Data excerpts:
--

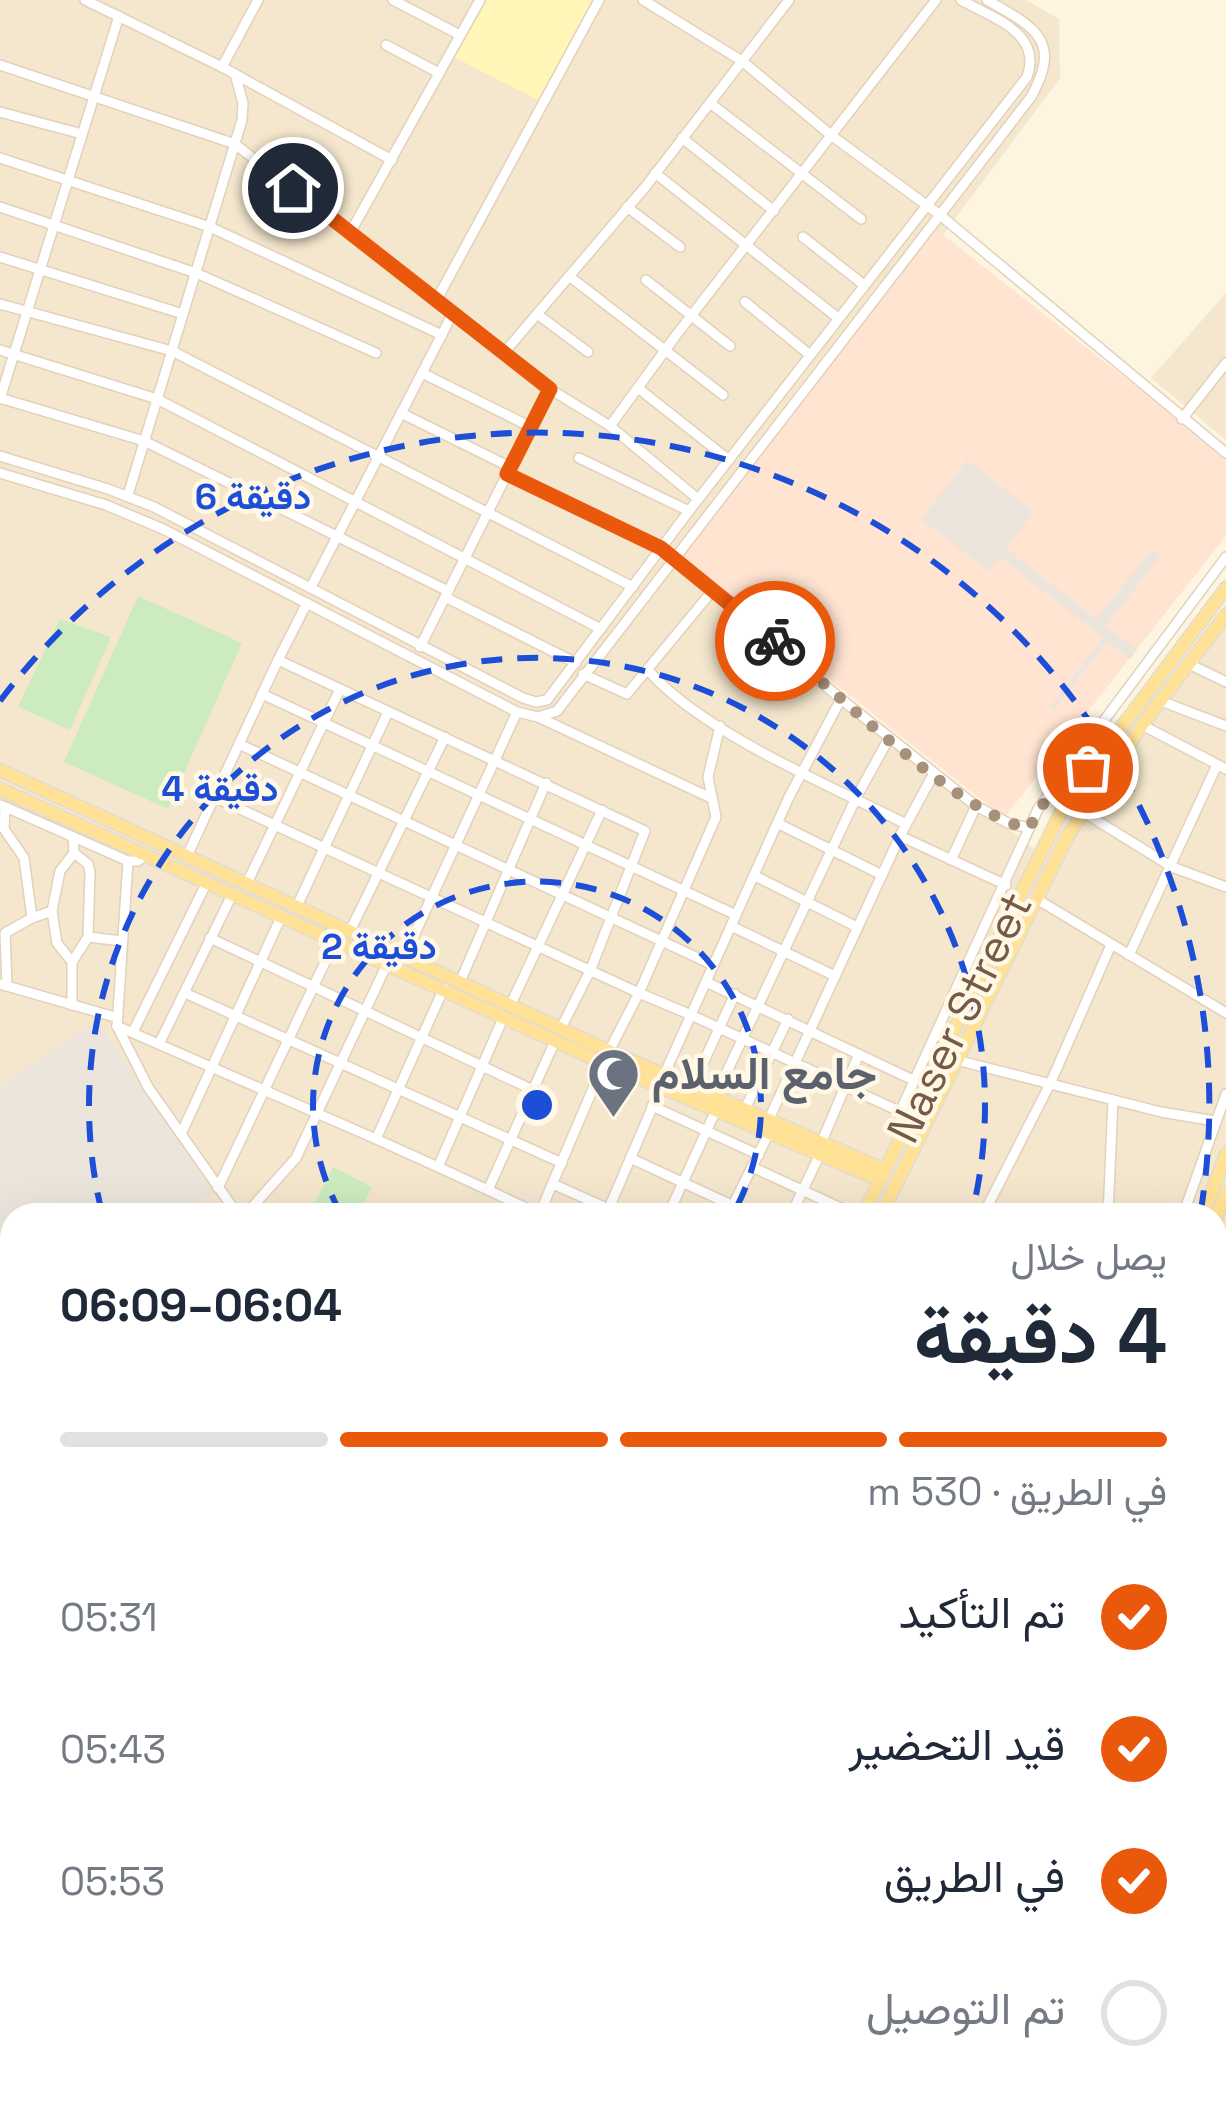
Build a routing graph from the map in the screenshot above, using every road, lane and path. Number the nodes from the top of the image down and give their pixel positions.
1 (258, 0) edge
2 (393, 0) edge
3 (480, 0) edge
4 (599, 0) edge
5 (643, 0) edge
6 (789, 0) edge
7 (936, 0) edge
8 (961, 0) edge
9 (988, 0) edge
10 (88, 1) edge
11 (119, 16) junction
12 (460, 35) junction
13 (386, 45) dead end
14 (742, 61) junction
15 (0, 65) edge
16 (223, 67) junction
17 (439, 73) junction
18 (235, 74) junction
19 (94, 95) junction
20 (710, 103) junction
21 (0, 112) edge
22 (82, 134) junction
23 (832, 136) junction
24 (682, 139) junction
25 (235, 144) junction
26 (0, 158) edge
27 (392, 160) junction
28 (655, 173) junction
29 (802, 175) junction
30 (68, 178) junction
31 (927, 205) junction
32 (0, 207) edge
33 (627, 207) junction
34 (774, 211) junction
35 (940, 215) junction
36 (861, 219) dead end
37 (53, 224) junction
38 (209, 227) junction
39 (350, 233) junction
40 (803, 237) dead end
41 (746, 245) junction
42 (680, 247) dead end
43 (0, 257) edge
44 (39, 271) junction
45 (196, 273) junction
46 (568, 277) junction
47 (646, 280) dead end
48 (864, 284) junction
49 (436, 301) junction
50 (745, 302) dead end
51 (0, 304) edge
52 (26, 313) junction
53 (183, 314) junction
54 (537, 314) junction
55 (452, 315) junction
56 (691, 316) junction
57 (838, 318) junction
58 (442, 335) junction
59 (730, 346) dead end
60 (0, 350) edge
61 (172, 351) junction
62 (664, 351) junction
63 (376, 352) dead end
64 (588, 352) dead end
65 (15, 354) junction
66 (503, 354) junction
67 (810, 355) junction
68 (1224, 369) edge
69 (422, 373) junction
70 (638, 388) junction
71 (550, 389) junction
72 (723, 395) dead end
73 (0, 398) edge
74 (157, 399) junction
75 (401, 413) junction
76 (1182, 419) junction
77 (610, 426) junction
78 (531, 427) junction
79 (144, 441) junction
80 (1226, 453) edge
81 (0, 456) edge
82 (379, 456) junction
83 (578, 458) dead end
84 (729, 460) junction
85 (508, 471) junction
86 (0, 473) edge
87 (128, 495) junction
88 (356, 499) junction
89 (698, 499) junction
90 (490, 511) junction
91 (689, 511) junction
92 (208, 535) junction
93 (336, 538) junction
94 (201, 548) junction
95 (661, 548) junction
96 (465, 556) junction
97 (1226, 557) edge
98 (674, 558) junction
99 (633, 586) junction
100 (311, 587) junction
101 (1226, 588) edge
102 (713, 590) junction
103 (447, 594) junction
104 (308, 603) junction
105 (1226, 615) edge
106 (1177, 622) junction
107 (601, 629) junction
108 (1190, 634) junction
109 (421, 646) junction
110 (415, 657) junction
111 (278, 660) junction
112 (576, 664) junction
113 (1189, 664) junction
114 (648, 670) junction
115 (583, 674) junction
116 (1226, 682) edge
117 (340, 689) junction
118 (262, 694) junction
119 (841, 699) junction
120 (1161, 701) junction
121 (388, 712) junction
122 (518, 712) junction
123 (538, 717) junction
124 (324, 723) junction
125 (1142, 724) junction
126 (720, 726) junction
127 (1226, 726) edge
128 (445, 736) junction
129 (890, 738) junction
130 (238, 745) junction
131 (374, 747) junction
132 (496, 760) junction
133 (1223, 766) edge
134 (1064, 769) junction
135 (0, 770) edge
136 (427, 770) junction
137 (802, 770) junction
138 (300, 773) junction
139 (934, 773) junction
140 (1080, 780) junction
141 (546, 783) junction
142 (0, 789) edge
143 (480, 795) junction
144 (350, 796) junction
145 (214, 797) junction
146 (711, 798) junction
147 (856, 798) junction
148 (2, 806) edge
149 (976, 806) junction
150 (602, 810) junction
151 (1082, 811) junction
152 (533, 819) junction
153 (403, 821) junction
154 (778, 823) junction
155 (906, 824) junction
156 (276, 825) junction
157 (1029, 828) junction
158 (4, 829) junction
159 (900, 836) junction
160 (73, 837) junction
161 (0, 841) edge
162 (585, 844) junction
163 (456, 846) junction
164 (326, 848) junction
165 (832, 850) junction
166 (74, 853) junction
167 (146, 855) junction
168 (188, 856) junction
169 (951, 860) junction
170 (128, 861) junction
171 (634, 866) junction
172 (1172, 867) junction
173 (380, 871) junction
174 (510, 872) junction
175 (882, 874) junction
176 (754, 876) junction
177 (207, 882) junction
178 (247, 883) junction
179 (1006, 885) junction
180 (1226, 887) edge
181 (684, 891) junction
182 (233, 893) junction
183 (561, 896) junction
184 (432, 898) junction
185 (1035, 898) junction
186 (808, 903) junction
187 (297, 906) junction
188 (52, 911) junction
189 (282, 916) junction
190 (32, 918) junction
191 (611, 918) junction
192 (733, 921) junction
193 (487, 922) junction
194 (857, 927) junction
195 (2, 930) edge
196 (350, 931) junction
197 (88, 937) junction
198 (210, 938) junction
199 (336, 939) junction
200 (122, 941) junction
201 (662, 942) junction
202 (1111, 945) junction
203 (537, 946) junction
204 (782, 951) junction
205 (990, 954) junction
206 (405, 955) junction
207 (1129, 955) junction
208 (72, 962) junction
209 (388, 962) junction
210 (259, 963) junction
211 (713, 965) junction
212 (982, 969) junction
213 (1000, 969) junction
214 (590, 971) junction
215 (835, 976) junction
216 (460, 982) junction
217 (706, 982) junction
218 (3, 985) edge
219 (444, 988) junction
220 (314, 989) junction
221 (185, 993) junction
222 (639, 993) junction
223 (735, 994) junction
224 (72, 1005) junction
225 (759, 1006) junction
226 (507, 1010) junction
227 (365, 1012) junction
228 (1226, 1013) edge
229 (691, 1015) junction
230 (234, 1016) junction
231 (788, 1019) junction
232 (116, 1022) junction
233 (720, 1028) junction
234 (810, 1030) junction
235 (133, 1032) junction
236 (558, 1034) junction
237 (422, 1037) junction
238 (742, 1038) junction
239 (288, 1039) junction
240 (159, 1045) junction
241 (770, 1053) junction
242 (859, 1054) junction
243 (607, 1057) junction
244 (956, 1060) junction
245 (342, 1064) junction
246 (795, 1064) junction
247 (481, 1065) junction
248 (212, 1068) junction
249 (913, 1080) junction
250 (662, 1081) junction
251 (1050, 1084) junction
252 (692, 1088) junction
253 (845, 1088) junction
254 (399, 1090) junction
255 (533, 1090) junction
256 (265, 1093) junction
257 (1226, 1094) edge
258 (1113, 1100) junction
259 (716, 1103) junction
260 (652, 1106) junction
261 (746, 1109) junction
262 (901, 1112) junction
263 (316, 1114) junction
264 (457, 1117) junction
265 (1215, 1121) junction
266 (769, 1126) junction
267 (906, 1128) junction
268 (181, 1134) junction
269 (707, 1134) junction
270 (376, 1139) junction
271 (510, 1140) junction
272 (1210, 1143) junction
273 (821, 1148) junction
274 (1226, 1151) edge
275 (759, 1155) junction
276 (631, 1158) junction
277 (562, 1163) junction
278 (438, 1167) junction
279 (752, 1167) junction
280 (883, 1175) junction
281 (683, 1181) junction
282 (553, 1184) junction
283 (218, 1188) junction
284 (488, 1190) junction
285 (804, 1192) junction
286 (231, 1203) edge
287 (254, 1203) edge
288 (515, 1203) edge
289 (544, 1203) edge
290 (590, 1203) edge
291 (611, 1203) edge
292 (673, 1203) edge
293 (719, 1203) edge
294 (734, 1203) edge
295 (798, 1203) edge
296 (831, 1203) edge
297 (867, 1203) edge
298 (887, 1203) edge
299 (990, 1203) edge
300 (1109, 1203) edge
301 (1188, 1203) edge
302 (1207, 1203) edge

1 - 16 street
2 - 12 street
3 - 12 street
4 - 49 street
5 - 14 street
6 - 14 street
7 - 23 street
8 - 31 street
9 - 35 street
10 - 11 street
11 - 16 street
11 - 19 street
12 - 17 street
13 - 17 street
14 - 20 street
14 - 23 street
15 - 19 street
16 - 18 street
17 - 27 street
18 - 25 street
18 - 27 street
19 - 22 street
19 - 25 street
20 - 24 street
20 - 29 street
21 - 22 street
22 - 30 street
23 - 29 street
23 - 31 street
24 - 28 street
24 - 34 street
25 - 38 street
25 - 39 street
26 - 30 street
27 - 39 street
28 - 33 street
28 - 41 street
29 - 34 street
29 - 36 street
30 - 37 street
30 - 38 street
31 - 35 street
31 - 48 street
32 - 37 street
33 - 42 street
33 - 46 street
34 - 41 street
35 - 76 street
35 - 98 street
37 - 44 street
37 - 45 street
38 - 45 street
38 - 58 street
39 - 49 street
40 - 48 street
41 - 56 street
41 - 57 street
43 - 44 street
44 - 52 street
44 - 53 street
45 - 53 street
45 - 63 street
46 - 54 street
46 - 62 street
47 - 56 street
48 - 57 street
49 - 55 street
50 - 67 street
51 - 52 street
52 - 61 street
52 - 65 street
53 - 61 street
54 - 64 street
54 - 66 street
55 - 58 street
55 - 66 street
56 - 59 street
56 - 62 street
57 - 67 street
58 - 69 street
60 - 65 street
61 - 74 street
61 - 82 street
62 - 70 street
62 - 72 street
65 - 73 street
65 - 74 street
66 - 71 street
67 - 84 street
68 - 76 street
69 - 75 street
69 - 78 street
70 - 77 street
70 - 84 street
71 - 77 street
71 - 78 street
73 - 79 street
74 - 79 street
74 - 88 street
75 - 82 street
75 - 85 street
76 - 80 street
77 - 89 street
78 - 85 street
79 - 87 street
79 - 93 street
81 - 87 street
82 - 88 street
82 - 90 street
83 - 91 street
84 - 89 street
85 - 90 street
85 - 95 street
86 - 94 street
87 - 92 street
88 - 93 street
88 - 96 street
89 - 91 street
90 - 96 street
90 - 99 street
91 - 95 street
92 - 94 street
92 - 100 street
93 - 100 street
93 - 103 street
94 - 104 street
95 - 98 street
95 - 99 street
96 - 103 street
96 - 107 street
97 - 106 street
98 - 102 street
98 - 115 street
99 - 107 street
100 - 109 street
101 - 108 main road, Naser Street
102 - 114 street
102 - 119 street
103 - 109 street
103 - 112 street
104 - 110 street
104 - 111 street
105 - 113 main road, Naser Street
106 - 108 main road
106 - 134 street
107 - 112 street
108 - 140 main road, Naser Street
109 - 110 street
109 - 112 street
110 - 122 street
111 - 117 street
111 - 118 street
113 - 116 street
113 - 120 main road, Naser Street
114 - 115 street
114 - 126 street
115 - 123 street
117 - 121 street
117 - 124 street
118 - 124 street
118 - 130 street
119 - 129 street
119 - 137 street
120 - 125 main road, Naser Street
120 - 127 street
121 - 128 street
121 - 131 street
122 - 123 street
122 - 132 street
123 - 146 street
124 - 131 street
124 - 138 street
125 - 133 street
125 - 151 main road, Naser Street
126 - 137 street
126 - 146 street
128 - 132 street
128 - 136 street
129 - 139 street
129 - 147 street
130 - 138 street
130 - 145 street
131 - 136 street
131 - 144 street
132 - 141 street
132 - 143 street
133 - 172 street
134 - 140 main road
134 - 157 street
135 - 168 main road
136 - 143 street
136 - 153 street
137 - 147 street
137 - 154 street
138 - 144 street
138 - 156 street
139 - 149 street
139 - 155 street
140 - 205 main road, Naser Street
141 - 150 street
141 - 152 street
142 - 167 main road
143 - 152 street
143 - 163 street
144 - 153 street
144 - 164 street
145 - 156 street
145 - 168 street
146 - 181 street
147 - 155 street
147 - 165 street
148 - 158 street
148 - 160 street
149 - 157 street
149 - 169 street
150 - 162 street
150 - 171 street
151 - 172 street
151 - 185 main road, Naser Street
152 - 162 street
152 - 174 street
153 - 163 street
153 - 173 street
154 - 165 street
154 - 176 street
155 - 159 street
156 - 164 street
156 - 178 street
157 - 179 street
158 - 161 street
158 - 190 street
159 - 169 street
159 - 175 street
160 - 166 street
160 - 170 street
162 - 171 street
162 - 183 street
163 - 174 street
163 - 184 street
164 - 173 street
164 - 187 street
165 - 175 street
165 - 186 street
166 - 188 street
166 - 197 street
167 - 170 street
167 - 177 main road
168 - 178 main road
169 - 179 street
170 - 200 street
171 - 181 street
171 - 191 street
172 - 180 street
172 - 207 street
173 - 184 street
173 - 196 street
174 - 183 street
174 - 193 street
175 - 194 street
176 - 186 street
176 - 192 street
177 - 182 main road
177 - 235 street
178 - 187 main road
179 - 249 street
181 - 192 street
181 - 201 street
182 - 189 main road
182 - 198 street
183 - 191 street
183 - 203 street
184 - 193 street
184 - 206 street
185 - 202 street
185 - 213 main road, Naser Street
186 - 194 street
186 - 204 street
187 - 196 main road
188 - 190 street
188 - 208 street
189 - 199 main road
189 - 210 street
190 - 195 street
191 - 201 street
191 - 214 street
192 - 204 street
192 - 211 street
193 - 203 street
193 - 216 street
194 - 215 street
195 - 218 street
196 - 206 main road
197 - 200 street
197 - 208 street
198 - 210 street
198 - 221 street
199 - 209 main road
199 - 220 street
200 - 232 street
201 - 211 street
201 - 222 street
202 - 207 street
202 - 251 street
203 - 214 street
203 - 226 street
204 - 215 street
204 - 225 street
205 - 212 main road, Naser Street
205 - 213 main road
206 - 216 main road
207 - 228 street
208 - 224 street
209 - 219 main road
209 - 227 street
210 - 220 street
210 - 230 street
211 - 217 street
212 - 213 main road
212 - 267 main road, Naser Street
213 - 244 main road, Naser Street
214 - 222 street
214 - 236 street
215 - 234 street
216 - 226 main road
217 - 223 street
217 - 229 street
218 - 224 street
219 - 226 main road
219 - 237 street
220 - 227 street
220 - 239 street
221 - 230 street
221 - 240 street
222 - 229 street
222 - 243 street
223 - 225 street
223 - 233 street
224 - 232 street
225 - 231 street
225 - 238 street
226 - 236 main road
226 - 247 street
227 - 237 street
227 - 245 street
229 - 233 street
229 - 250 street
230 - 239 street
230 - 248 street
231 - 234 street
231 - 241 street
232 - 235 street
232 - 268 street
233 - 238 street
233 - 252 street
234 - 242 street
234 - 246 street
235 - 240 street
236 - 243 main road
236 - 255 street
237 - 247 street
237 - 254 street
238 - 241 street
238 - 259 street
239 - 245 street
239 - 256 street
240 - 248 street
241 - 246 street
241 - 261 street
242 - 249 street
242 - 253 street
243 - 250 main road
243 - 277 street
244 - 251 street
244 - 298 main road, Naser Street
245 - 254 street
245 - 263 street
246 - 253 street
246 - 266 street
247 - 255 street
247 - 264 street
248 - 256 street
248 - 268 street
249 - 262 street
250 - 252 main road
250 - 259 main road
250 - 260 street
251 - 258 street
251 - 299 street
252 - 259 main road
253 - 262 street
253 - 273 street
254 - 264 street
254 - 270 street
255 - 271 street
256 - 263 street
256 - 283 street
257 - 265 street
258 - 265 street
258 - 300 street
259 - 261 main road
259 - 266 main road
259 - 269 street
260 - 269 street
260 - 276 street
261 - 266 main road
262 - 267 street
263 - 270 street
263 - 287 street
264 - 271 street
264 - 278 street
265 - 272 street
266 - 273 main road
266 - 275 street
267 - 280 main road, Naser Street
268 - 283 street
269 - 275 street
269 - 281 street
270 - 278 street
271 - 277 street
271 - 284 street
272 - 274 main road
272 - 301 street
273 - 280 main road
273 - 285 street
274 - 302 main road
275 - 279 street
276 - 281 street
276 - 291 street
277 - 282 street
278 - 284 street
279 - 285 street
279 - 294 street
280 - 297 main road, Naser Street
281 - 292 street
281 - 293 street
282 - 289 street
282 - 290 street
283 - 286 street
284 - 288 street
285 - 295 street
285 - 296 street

--

TASK BRIEF: If a line in the entries contains "dead", copy it.

RESULT BELOW:
13 (386, 45) dead end
36 (861, 219) dead end
40 (803, 237) dead end
42 (680, 247) dead end
47 (646, 280) dead end
50 (745, 302) dead end
59 (730, 346) dead end
63 (376, 352) dead end
64 (588, 352) dead end
72 (723, 395) dead end
83 (578, 458) dead end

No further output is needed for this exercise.